SUBMISSION GUIDELINES
- Send no more than 10 poems cut and pasted into the body of an e-mail and/or attached as Word.docs or .rtf files if the original forms go screwy in the cut n' paste process. If we like your sample, we will ask to see your manuscript. Be warned: if you send us your ENTIRE unsolicited manuscript, Chris will eat it. No one wants this.
- Please include your name and "submission" on each email and file, as this eliminates confusion when trying to match a download to its author. Also, put your mailing address on there too, so if we publish you it will help us know where to send your copy of the Review.
- Be sure to include a SHORT bio (50 words or less) and your email (or physical address if you are one of those typewriter people). In that case...
- Simultaneous submissions are OK. Please allow up to 1 month for a
response. If you don't hear from us in 30 days or less, you can assume
your poems were not a good fit and we have spared you the sting of a
rejection letter. Do not send queries asking if we have received your
work-- we have an auto-response for that purpose.

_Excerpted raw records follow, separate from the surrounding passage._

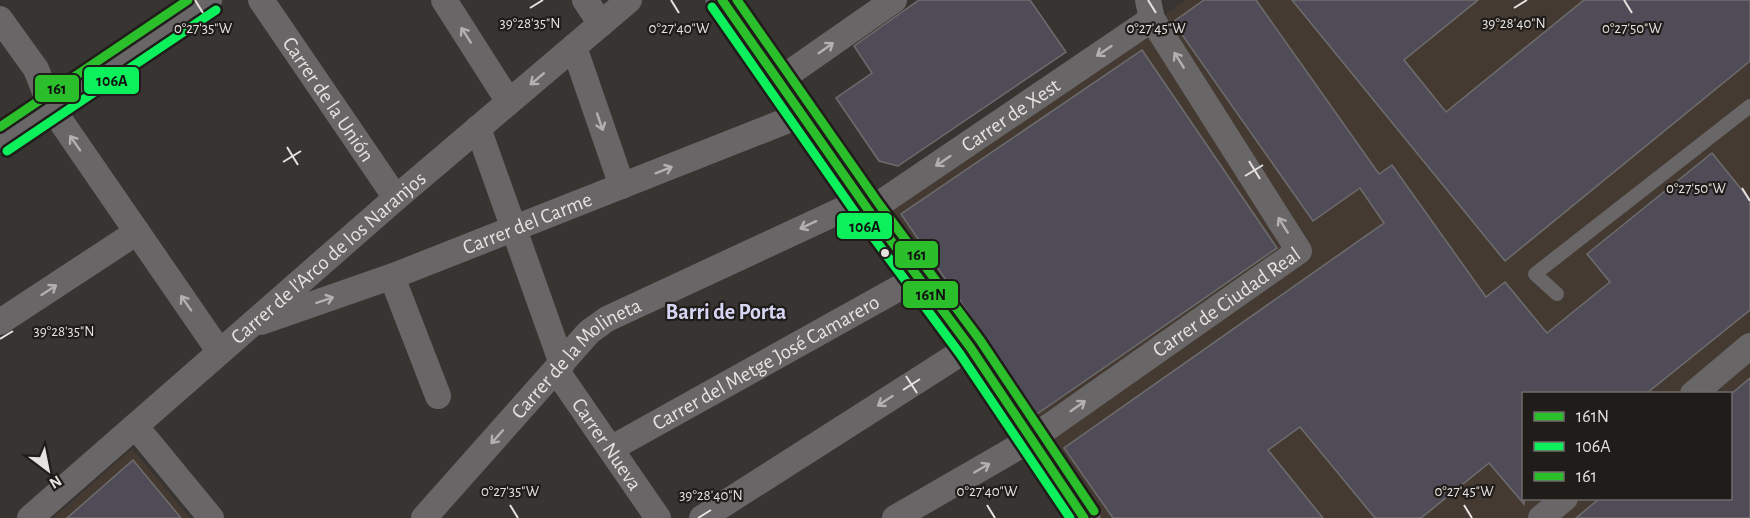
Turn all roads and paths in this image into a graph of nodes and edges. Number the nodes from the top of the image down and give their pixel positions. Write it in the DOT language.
graph roads {
  1 [pos="209,0"];
  2 [pos="261,0"];
  3 [pos="444,0"];
  4 [pos="585,0"];
  5 [pos="629,0"];
  6 [pos="722,0"];
  7 [pos="894,0"];
  8 [pos="1150,9"];
  9 [pos="0,19"];
  10 [pos="601,24"];
  11 [pos="574,47"];
  12 [pos="778,81"];
  13 [pos="509,102"];
  14 [pos="1750,106"];
  15 [pos="51,108"];
  16 [pos="801,115"];
  17 [pos="478,128"];
  18 [pos="0,141"];
  19 [pos="622,186"];
  20 [pos="396,198"];
  21 [pos="865,206"];
  22 [pos="515,229"];
  23 [pos="137,232"];
  24 [pos="336,250"];
  25 [pos="392,277"];
  26 [pos="917,278"];
  27 [pos="352,291"];
  28 [pos="1557,294"];
  29 [pos="0,322"];
  30 [pos="250,326"];
  31 [pos="1750,346"];
  32 [pos="970,347"];
  33 [pos="219,351"];
  34 [pos="559,367"];
  35 [pos="1694,392"];
  36 [pos="438,396"];
  37 [pos="136,427"];
  38 [pos="1030,440"];
  39 [pos="612,448"];
  40 [pos="1563,500"];
  41 [pos="30,518"];
  42 [pos="211,518"];
  43 [pos="424,518"];
  44 [pos="658,518"];
  45 [pos="702,518"];
  46 [pos="895,518"];
  47 [pos="1084,518"];
  48 [pos="1541,518"];
  1 -- 15 [label="street"];
  2 -- 20 [label="street, Carrer de la Unión"];
  13 -- 3 [label="street, one-way"];
  4 -- 10 [label="street"];
  5 -- 10 [label="street, Carrer de l'Arco de los Naranjos"];
  6 -- 12 [label="street"];
  12 -- 7 [label="street, one-way"];
  8 -- 21 [label="street, Carrer de Xest, one-way"];
  38 -- 8 [label="street, Carrer de Ciudad Real, one-way"];
  9 -- 15 [label="street"];
  10 -- 11 [label="street, Carrer de l'Arco de los Naranjos"];
  11 -- 13 [label="street, Carrer de l'Arco de los Naranjos, one-way"];
  11 -- 19 [label="street, one-way"];
  12 -- 16 [label="street"];
  13 -- 17 [label="street, Carrer de l'Arco de los Naranjos"];
  14 -- 28 [label="lane"];
  15 -- 18 [label="street"];
  23 -- 15 [label="street, one-way"];
  19 -- 16 [label="street, Carrer del Carme, one-way"];
  16 -- 21 [label="street"];
  17 -- 20 [label="street, Carrer de l'Arco de los Naranjos"];
  17 -- 22 [label="street, Carrer Nueva"];
  19 -- 22 [label="street, Carrer del Carme"];
  20 -- 24 [label="street, Carrer de l'Arco de los Naranjos"];
  21 -- 26 [label="street"];
  21 -- 34 [label="street, Carrer de la Molineta, one-way"];
  22 -- 25 [label="street, Carrer del Carme"];
  22 -- 34 [label="street, Carrer Nueva"];
  29 -- 23 [label="street, one-way"];
  33 -- 23 [label="street, one-way"];
  24 -- 27 [label="street"];
  24 -- 30 [label="street, Carrer de l'Arco de los Naranjos"];
  25 -- 27 [label="street, Carrer del Carme"];
  25 -- 36 [label="street"];
  26 -- 32 [label="street"];
  26 -- 39 [label="street, Carrer del Metge José Camarero"];
  30 -- 27 [label="street, Carrer del Carme, one-way"];
  30 -- 33 [label="street, Carrer de l'Arco de los Naranjos"];
  31 -- 35 [label="street"];
  32 -- 38 [label="street"];
  32 -- 45 [label="street, one-way"];
  33 -- 37 [label="street, Carrer de l'Arco de los Naranjos"];
  34 -- 39 [label="street, Carrer Nueva"];
  34 -- 43 [label="street, Carrer de la Molineta, one-way"];
  37 -- 41 [label="street, Carrer de l'Arco de los Naranjos"];
  37 -- 42 [label="street"];
  46 -- 38 [label="street, one-way"];
  38 -- 47 [label="street"];
  39 -- 44 [label="street, Carrer Nueva"];
  40 -- 48 [label="street"];
}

- Our mission is to promote new and emerging authors, but if you are a literary superstar and like our style, feel free to send us a sample. Another caveat, though: credentials and previous publications will not make us like your work. Only your writing can do that.
We're looking for poetry that pays an equal amount of attention to linguistics as it does to conceit. We're fans of innovation and enemies of most big lit-mag trends (like publishing "poetry" that is actually prose with line breaks centered around one pithy observation). L=A=N=G=U=A=G=E poetry is fine, but it has to have an emotional impact. We avoid poetry that rhymes, employs a great number of
abstractions, does not contain tropes of any kind, and most
sociopolitical rants or protest poems. Our goal is to produce work
that will still feel innovative, edgy, emotive, and just damn good ten
years from now.
Guts, people. Guts are important. We believe that if you are not shocking or offending anyone, you're not making Art. But neither are you making Art if you simply drink too much and write about it; dammit, you have to do it well. Do it like nobody's ever seen before. That's what we want to see.
For a more complete idea of what we're looking for, why not order a copy of The Night Bomb Review? Or, if you are very very broke and can't afford $5 plus shipping, email us very nicely and we will send you a nice little PDF of the first review.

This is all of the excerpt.